Role of aquaporin-1 in trabecular meshwork cell homeostasis during mechanical strain

Abstract

Aquaporin-1 (AQP1) channels are expressed by trabecular meshwork (TM) and Schlemm's canal cells of the conventional outflow pathway where fluid movement is predominantly paracellular, suggesting a non-canonical role for AQP1. We hypothesized that AQP1 functions to protect TM cells during periods of mechanical strain. To test this idea, primary cultures of confluent human TM cells on Bioflex membranes were exposed to static and cyclic stretch for 8 and 24 h using the Flexcell system. AQP1 expression in TM cells was assessed by SDS-PAGE and Western blot using anti-AQP1 IgGs. AQP1 protein bands were analyzed using densitometry and normalized to β-actin expression. Cell damage was monitored by measuring lactate dehydrogenase (LDH) and histone deacetylase appearance in conditioned media. Recombinant expression of AQP1 in TM cell cultures was facilitated by transduction with adenovirus.

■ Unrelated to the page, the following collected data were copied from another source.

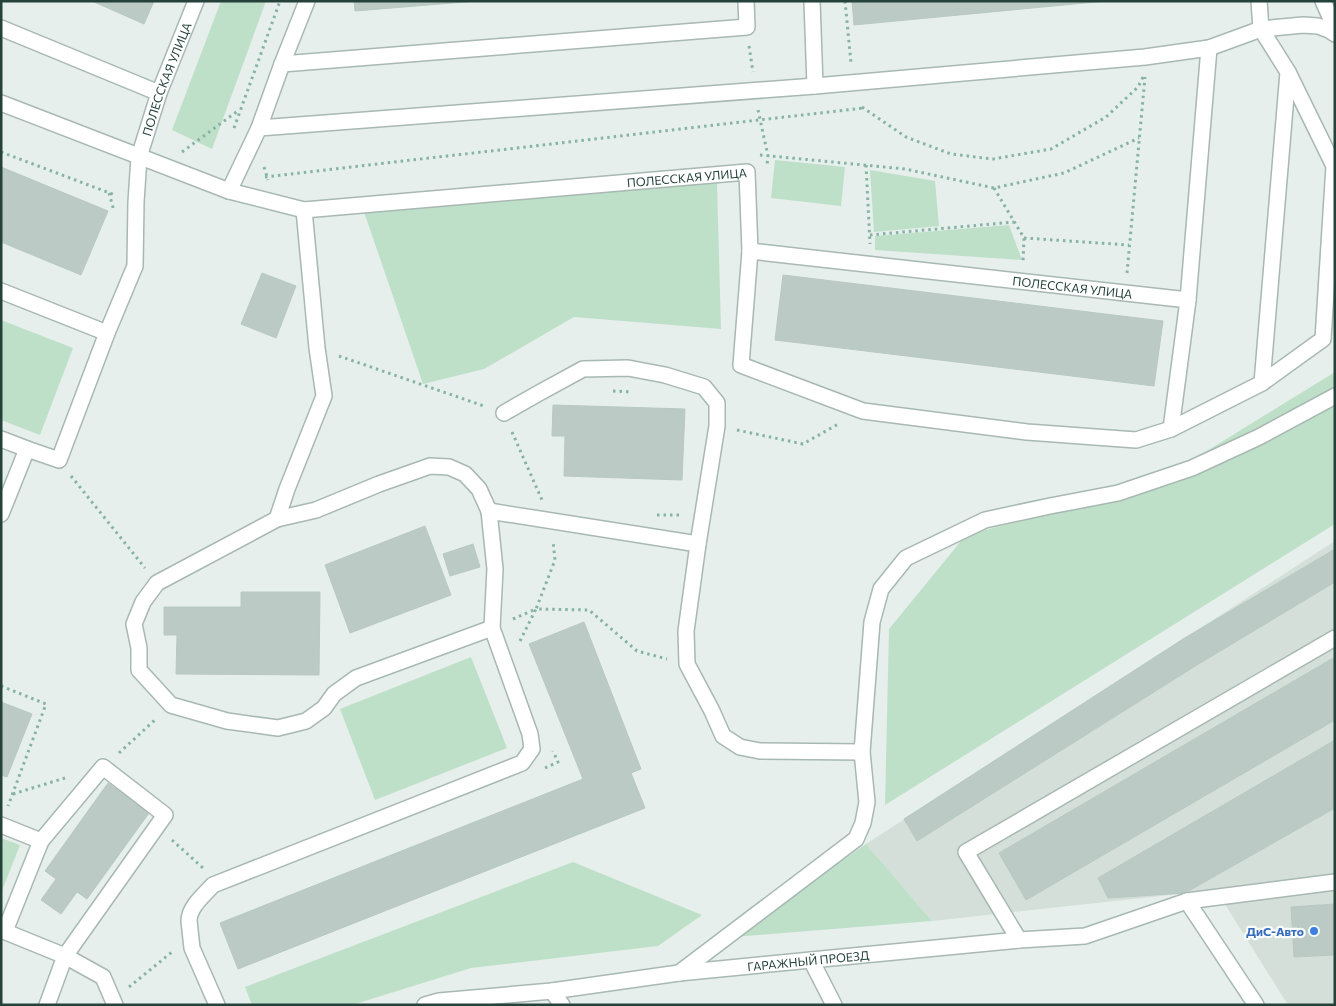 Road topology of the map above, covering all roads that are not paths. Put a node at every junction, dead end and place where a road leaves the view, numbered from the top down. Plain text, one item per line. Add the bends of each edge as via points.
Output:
1 (196, 1) edge
2 (307, 1) edge
3 (746, 1) edge
4 (812, 1) edge
5 (1259, 1) edge
6 (1323, 1) edge
7 (1, 28) edge
8 (1335, 28) edge
9 (1261, 29) junction
10 (1335, 34) edge
11 (1209, 48) junction
12 (282, 64) junction
13 (1288, 72) junction
14 (815, 86) junction
15 (158, 93) junction
16 (1, 103) edge
17 (259, 128) junction
18 (139, 157) junction
19 (232, 185) junction
20 (304, 210) junction
21 (750, 251) junction
22 (1, 290) edge
23 (1188, 300) junction
24 (107, 333) junction
25 (1262, 383) junction
26 (1335, 396) edge
27 (504, 413) road end
28 (1171, 429) junction
29 (1, 438) edge
30 (27, 449) junction
31 (489, 512) junction
32 (1, 514) edge
33 (277, 518) junction
34 (698, 544) junction
35 (492, 628) junction
36 (1335, 638) edge
37 (862, 752) junction
38 (4, 818) edge
39 (41, 841) junction
40 (1335, 882) edge
41 (1188, 901) junction
42 (3, 930) edge
43 (1019, 940) junction
44 (65, 956) junction
45 (811, 960) junction
46 (678, 973) junction
47 (552, 991) junction
48 (114, 1002) edge
49 (48, 1005) edge
50 (217, 1005) edge
51 (425, 1005) edge
52 (562, 1005) edge
53 (834, 1005) edge
54 (1256, 1005) edge

1 - 15 street, ПОЛЕССКАЯ УЛИЦА
2 - 12 street
3 - 12 street via 746,27
4 - 14 street
5 - 9 street
6 - 8 street
7 - 15 street
9 - 10 street via 1318,26
9 - 11 street
9 - 13 street
11 - 14 street via 1145,57
11 - 23 street
12 - 17 street
13 - 25 street
13 - 25 street via 1334,166 1323,340
14 - 17 street
15 - 18 street, ПОЛЕССКАЯ УЛИЦА
16 - 18 street, ПОЛЕССКАЯ УЛИЦА
17 - 19 street
18 - 19 street, ПОЛЕССКАЯ УЛИЦА
18 - 24 street via 136,266
19 - 20 street, ПОЛЕССКАЯ УЛИЦА
20 - 21 street, ПОЛЕССКАЯ УЛИЦА via 747,172
20 - 33 street via 324,396
21 - 23 street, ПОЛЕССКАЯ УЛИЦА
21 - 28 street via 741,365 863,411 1027,432 1136,440
22 - 24 street
23 - 28 street
24 - 30 street via 59,460
25 - 28 street
26 - 37 street via 1192,468 1118,493 985,520 906,558 881,589 872,622
27 - 34 street via 583,369 628,368 665,375 704,388 717,403 717,426
29 - 30 street
30 - 32 street
31 - 33 street via 479,489 465,474 449,467 430,466 316,510
31 - 34 street
31 - 35 street via 495,568
33 - 35 street via 157,583 143,602 134,624 139,670 171,705 227,721 278,728 306,721 356,678
34 - 37 street via 686,631 687,664 723,736 740,747 760,751
35 - 50 street via 530,734 532,750 522,763 213,885 194,906 189,917 192,948
36 - 43 street via 966,852
37 - 46 street via 867,802 856,839
38 - 39 street
39 - 42 street
39 - 44 street via 103,767 165,815
40 - 41 street, ГАРАЖНЫЙ ПРОЕЗД
41 - 43 street, ГАРАЖНЫЙ ПРОЕЗД via 1085,936
41 - 54 street
42 - 44 street
43 - 45 street, ГАРАЖНЫЙ ПРОЕЗД
44 - 48 street via 103,977
44 - 49 street
45 - 46 street, ГАРАЖНЫЙ ПРОЕЗД
45 - 53 street
46 - 47 street, ГАРАЖНЫЙ ПРОЕЗД
47 - 51 street, ГАРАЖНЫЙ ПРОЕЗД
47 - 52 street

Results show that AQP1 expression significantly increased 2-fold with 10% static stretch and 3.5-fold with 20% static stretch at 8 h ( n = 4, p < 0.05) and 24 h ( n = 6, p < 0.05). While histone deacetylase levels were unaffected by treatments, release of LDH from TM cells was the most profound at the 20% static stretch level ( n = 4, p < 0.05). Significantly, cells were refractory to the 20% static stretch level when AQP1 expression was increased to near tissue levels. Analysis of LDH release with respect to AQP1 expression revealed an inverse linear relationship ( r 2 = 0.7780). Taken together, AQP1 in human TM appears to serve a protective role by facilitating improved cell viability during conditions of mechanical strain.